Le transporteur indique que les camions ont chargé des denrées alimentaires qui pourrissent. Pour lui, ces pertes sont estimées en milliards de francs Cfa. L’autre grande crainte du transporteur, c’est que les nigériens trouvent d’autres voies d’approvisionnement et quittent définitivement le port de Cotonou qui est le plus proche de Niamey dans la région. « Franchement dans ce climat de grande concurrence entre les ports de la sous-région, c’est le Niger qui arrive vraiment à faire tourner le port de Cotonou, s’ils partent, ce sera un grand manque-à-gagner pour l’Etat béninois d’abord, pour nous les transporteurs et surtout pour les opérateurs économiques », souligne Abdoulaye Aminou.

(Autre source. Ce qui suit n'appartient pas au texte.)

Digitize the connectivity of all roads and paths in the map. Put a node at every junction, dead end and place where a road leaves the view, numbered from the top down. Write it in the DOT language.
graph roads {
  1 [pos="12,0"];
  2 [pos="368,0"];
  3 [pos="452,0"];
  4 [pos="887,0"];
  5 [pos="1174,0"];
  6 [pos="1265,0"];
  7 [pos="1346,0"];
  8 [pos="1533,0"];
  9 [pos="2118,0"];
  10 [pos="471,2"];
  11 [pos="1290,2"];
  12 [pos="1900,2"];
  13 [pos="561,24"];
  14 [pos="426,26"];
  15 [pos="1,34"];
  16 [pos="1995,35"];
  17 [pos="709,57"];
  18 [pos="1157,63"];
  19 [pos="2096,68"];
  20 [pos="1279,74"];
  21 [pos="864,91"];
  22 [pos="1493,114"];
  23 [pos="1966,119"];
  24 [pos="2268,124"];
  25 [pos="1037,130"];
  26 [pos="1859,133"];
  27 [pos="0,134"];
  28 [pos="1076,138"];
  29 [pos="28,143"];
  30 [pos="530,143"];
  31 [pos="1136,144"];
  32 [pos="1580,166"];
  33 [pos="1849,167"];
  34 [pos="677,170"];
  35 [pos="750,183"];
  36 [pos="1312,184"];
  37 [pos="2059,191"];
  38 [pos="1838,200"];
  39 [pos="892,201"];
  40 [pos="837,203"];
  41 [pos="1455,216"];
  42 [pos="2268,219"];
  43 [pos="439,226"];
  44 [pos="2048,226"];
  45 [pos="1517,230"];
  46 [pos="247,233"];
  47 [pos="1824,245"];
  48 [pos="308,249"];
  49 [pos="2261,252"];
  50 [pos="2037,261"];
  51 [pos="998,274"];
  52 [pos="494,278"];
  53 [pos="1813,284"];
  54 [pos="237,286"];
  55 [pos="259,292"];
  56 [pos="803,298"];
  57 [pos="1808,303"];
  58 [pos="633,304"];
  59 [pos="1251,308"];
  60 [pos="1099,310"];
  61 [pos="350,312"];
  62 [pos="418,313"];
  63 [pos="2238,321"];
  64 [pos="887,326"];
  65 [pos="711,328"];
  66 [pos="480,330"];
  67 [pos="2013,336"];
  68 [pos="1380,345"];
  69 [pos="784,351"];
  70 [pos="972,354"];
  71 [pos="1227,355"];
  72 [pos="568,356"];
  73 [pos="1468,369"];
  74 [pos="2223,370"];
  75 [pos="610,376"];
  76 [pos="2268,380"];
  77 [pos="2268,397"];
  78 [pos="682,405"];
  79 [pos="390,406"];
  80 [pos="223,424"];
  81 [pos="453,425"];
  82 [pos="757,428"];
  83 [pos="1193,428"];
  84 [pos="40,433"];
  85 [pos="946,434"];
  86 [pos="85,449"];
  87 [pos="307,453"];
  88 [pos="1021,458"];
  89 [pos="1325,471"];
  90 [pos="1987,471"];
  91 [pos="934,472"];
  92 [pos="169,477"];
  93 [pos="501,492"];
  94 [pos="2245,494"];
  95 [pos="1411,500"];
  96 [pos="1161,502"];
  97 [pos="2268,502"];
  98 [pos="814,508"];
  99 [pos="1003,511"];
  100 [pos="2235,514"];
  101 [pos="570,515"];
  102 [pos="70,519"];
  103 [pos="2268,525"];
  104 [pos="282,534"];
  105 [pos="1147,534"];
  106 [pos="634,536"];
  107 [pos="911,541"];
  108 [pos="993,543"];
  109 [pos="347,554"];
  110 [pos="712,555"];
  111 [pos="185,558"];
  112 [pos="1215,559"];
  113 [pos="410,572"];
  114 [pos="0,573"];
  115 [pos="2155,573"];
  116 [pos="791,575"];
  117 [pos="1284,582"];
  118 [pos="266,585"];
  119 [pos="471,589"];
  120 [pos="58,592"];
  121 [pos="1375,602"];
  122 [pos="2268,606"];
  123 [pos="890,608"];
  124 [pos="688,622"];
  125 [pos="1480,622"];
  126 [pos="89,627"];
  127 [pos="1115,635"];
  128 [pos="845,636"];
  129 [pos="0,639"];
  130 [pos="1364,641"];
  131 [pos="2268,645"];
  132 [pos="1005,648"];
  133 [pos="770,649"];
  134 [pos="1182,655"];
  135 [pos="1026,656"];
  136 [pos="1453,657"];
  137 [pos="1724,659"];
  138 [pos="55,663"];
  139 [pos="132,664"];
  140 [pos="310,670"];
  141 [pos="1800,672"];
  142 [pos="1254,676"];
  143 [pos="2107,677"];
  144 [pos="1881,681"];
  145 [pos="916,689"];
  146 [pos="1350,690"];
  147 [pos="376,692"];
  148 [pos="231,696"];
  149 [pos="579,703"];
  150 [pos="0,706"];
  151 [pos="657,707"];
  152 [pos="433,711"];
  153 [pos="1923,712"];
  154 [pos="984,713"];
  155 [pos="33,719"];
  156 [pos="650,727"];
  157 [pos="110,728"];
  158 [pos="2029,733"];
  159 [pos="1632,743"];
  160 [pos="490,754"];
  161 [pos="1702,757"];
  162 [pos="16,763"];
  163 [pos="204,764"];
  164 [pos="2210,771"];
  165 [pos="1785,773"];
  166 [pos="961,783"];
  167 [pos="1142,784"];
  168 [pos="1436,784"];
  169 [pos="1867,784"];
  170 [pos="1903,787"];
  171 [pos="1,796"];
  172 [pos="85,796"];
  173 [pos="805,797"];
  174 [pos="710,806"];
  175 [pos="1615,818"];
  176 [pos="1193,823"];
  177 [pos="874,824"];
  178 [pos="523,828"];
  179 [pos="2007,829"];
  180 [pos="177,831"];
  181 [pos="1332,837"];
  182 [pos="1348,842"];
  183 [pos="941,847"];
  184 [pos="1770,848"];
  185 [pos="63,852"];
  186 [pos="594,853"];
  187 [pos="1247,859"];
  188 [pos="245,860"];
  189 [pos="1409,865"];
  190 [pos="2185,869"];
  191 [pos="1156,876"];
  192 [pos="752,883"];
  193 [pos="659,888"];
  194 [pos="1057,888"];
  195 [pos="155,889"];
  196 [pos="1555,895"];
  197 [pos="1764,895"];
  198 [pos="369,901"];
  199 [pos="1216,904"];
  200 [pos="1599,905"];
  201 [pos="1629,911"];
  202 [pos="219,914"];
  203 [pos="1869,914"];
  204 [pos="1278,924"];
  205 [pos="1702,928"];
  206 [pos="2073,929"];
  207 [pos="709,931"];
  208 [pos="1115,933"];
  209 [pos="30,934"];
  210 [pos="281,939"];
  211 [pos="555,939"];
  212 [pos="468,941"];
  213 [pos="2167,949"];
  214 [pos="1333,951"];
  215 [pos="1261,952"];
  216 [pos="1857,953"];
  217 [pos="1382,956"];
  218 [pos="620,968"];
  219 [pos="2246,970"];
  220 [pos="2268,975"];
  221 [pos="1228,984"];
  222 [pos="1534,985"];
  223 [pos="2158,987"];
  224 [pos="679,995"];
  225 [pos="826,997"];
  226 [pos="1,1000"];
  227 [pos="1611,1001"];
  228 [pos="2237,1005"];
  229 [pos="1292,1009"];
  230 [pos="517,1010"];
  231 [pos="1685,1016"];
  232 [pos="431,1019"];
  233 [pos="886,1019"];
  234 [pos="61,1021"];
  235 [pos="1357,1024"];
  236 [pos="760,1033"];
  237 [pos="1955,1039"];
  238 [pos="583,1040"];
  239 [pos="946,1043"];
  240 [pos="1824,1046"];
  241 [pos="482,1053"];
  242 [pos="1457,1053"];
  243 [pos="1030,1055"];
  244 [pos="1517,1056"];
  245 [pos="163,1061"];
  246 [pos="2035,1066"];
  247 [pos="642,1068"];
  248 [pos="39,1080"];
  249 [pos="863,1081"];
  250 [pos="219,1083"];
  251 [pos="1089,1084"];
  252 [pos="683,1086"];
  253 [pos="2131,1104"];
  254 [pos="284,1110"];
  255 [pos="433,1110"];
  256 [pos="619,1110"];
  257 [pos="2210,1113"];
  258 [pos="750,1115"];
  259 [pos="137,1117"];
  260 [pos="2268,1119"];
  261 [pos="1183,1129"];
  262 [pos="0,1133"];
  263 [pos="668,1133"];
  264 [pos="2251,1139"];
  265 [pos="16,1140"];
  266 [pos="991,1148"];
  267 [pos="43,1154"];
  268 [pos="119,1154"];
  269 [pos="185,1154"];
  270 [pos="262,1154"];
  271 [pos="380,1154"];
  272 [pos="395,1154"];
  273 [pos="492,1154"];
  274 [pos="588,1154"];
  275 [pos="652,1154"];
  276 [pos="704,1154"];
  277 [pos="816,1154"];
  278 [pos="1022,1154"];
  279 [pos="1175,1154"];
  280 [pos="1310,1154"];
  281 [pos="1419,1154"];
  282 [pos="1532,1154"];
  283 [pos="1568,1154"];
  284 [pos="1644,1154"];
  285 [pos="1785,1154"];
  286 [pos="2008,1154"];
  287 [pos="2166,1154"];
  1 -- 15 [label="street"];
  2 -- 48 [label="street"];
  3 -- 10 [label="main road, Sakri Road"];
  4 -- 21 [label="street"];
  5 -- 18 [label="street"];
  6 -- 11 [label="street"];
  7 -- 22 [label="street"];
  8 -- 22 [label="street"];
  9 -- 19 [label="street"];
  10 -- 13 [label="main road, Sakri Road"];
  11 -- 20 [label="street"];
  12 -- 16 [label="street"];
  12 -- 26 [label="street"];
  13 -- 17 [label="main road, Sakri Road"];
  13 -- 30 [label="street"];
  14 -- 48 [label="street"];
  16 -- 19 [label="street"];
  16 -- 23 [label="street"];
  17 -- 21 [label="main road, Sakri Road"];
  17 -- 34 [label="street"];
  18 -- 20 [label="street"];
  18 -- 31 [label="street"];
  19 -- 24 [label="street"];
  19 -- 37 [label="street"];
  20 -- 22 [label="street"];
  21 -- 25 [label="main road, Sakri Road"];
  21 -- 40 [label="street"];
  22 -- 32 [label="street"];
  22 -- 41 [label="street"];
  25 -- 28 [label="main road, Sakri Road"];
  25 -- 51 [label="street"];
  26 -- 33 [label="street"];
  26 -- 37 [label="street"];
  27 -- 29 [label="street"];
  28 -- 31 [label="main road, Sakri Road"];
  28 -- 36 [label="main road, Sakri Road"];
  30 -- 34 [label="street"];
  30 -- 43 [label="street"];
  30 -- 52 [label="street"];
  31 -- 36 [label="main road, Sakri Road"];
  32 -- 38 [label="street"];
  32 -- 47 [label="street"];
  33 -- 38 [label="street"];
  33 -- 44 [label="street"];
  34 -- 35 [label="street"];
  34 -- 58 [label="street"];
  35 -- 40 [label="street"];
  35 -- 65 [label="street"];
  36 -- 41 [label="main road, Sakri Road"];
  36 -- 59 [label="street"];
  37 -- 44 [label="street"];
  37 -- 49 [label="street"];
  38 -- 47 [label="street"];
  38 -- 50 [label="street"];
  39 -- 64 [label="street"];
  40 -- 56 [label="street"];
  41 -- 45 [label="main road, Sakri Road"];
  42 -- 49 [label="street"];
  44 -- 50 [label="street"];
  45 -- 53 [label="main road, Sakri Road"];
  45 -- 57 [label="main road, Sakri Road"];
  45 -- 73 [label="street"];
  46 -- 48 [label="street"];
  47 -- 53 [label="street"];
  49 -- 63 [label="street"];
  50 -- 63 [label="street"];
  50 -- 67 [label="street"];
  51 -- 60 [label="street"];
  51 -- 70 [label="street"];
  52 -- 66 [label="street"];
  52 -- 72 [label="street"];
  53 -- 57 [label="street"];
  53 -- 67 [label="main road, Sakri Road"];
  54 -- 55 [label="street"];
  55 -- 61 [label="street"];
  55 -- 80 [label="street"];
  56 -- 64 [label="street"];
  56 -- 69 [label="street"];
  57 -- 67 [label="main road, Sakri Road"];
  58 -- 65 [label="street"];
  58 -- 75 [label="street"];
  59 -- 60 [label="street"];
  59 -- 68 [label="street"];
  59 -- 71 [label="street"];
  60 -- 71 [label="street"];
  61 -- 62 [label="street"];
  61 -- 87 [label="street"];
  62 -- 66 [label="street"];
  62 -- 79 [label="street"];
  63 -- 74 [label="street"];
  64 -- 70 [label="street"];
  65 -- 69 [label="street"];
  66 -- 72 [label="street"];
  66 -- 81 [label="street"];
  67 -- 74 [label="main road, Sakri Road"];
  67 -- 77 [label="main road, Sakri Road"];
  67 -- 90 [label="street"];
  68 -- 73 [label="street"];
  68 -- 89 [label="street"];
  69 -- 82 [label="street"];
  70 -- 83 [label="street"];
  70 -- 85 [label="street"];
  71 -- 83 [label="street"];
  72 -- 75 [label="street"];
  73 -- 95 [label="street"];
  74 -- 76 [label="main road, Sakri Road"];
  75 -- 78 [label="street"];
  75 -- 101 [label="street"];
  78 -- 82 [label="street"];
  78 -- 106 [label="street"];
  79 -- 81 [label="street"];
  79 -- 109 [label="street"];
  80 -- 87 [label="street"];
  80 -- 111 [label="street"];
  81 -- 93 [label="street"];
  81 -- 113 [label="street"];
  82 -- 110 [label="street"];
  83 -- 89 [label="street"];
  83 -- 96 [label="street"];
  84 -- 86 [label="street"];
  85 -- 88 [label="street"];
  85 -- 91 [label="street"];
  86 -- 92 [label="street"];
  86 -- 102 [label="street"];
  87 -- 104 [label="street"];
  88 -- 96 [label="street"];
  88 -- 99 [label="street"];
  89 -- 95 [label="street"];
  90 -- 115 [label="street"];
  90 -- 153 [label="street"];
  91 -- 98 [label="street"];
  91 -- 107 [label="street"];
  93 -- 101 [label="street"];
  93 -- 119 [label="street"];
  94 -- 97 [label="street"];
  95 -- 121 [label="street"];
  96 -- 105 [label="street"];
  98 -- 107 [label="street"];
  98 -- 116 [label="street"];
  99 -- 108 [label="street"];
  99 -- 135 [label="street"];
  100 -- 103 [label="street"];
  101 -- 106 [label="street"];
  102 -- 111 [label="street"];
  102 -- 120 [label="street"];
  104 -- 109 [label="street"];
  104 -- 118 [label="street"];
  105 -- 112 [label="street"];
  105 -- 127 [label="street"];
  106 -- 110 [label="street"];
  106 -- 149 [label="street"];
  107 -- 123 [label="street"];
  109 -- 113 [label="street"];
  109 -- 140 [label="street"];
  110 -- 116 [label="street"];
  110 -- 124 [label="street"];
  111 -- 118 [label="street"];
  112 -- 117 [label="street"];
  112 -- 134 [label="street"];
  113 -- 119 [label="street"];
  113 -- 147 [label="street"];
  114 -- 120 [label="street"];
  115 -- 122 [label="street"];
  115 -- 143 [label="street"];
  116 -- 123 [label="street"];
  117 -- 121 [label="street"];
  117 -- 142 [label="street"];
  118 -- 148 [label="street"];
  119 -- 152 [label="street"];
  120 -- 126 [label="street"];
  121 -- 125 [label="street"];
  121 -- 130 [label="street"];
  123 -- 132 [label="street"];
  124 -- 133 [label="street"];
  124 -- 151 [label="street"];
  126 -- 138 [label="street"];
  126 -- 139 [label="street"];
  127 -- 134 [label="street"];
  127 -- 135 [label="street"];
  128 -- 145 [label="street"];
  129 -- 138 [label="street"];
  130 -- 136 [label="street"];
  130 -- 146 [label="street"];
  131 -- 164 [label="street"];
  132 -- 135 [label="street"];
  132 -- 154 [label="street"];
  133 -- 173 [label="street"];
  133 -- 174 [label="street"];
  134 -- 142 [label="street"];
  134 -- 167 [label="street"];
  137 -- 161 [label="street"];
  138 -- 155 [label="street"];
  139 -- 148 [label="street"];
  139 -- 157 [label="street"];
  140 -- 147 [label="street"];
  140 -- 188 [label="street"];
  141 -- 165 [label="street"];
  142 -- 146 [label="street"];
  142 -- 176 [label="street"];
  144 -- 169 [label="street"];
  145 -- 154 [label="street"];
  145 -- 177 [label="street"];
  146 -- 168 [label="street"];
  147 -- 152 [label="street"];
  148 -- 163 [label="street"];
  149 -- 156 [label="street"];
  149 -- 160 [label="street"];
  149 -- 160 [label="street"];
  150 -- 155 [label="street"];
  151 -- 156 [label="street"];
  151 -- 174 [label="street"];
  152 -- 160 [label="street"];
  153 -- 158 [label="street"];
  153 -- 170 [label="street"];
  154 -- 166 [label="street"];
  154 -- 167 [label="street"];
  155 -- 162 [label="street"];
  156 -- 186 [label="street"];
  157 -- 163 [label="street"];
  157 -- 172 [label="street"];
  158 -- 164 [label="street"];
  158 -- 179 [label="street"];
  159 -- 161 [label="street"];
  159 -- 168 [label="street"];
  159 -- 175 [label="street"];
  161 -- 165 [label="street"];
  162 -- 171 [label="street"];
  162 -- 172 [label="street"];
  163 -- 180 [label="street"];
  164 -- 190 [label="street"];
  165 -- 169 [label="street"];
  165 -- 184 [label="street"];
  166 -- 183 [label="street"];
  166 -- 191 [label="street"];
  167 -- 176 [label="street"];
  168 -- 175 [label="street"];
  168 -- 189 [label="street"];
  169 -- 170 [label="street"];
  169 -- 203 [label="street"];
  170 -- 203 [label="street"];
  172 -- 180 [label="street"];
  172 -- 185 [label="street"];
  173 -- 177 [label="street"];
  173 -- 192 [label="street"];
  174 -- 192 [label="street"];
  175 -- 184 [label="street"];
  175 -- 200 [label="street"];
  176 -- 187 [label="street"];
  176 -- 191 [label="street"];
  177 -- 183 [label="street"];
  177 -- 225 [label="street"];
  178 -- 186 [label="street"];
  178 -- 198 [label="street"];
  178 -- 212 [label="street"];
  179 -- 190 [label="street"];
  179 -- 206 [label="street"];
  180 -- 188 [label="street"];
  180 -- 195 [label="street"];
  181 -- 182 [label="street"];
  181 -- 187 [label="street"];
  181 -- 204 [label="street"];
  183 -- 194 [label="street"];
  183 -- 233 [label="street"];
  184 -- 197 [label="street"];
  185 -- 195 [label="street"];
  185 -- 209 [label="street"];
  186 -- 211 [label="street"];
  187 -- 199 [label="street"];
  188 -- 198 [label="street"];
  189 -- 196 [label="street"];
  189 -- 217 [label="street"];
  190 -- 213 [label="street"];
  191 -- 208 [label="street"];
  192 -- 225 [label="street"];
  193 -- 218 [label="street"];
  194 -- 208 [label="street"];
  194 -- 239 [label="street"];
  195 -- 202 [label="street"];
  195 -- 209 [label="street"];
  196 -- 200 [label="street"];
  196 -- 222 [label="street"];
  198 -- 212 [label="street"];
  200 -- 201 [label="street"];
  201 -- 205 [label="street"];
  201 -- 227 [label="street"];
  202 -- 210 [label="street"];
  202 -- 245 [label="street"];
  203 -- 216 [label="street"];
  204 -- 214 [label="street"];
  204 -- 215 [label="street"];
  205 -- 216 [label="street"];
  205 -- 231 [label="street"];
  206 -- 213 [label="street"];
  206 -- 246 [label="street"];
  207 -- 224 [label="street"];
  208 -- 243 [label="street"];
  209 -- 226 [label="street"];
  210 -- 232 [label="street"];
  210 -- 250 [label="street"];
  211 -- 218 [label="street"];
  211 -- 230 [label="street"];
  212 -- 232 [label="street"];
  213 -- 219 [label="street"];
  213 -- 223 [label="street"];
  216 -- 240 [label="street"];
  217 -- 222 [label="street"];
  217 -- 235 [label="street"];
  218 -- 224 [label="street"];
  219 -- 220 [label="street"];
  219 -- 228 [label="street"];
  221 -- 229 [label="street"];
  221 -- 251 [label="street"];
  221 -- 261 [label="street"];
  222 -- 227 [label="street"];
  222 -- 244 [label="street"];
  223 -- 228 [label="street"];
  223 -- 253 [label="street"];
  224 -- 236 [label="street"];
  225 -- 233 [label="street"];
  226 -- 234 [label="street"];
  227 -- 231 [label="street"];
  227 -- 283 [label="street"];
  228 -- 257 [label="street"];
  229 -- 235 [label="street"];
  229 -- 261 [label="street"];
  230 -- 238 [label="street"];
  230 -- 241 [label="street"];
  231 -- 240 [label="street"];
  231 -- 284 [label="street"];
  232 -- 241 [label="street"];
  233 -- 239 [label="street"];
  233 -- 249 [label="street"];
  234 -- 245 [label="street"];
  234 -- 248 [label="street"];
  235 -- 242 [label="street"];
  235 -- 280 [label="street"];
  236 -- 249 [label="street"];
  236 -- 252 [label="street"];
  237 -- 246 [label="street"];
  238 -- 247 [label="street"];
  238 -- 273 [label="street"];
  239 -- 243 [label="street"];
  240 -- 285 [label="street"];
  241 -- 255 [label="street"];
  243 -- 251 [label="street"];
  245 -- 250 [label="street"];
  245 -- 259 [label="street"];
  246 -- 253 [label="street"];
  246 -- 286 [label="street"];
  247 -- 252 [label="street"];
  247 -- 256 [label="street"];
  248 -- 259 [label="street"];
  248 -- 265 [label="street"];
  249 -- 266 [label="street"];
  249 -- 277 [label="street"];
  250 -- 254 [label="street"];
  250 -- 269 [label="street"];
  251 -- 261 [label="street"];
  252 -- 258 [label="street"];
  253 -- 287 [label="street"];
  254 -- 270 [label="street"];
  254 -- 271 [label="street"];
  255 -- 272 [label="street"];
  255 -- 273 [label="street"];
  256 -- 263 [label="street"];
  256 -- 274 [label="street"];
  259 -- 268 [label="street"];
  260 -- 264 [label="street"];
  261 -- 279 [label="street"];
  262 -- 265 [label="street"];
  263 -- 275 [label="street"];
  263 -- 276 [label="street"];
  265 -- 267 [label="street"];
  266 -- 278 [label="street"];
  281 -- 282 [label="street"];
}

Depuis la fermeture de la frontière, la plupart des camions de marchandises sont à l’arrêt. Sur le parc de gros-porteurs de Gbétagbo à une trentaine de kilomètre, au nord de Cotonou, les conducteurs sont tous inquiets. Tidjani Tadjou Dine implore les autorités béninoises de rouvrir la frontière. « Vraiment, sans le Niger, on ne peut pas s’en sortir parce qu’au Bénin,  90% des camions de transport de marchandises vont à Niamey. Vous devez aussi savoir que sans le port, le Bénin n’est rien », explique-t-il. Le jeune chauffeur routier qui fait la navette entre Cotonou depuis environ dix ans appelle les autorités à se désolidariser de la décision de la Cédéao pour protéger l’économie béninoise.

Daouda Batassou, un autre chauffeur routier, crie son désarroi. « Moi, je suis un père de famille et j’ai sept enfants. La rentrée scolaire c’est bientôt et je ne sais pas vraiment comment faire pour acheter les fournitures. C’est quand je voyage que j’ai un peu d’argent et j’aide aussi les parents au village, maintenant que tout est bloqué,  comment faire ? Voilà, je n’ai aucun autre business si ce n’est pas la conduite. Vous voyez un peu la souffrance dans laquelle nous sommes au Bénin ?», se plaint-il.

Le quadragénaire confie qu’il n’a jamais vécu une telle situation depuis quinze ans qu’il fait des allers-retours entre Cotonou et Niamey, au volant de son camion.

Daouda Batassou s’estime même très heureux comparé à ses camarades bloqués à la frontière avec des chargements de marchandises. « L’un m’a appelé hier, il ne disait qu’il n’a plus rien à manger. Les frais de route sont finis et il cherche une occasion pour revenir à Cotonou en attendant une solution », rapporte-t-il. Il ajoute que le chargement de denrées alimentaires pourrissent et commencent à sentir à la frontière selon les témoignages de ses camarades chauffeurs.

Depuis le coup d’Etat du général Abdourahmane Tchiani contre le président Mohamed Bazoum, les pays de la Cédéao ont décidé de fermer leurs frontières avec le Niger. Le pays partage des frontières avec l’Algérie, le Tchad, la Libye, le Nigeria, le Bénin, le Mali et le Burkina Faso, mais parmi ces voisins, seuls Cotonou et Abuja ont appliqué les sanctions de la communauté. Le Mali et le Burkina, les deux autres pays de l’organisation qui partagent une frontière avec le Niger, ont rejeté ces mesures alors que l’Algérie, le Tchad et la Libye ne sont pas membres de l’institution communautaire.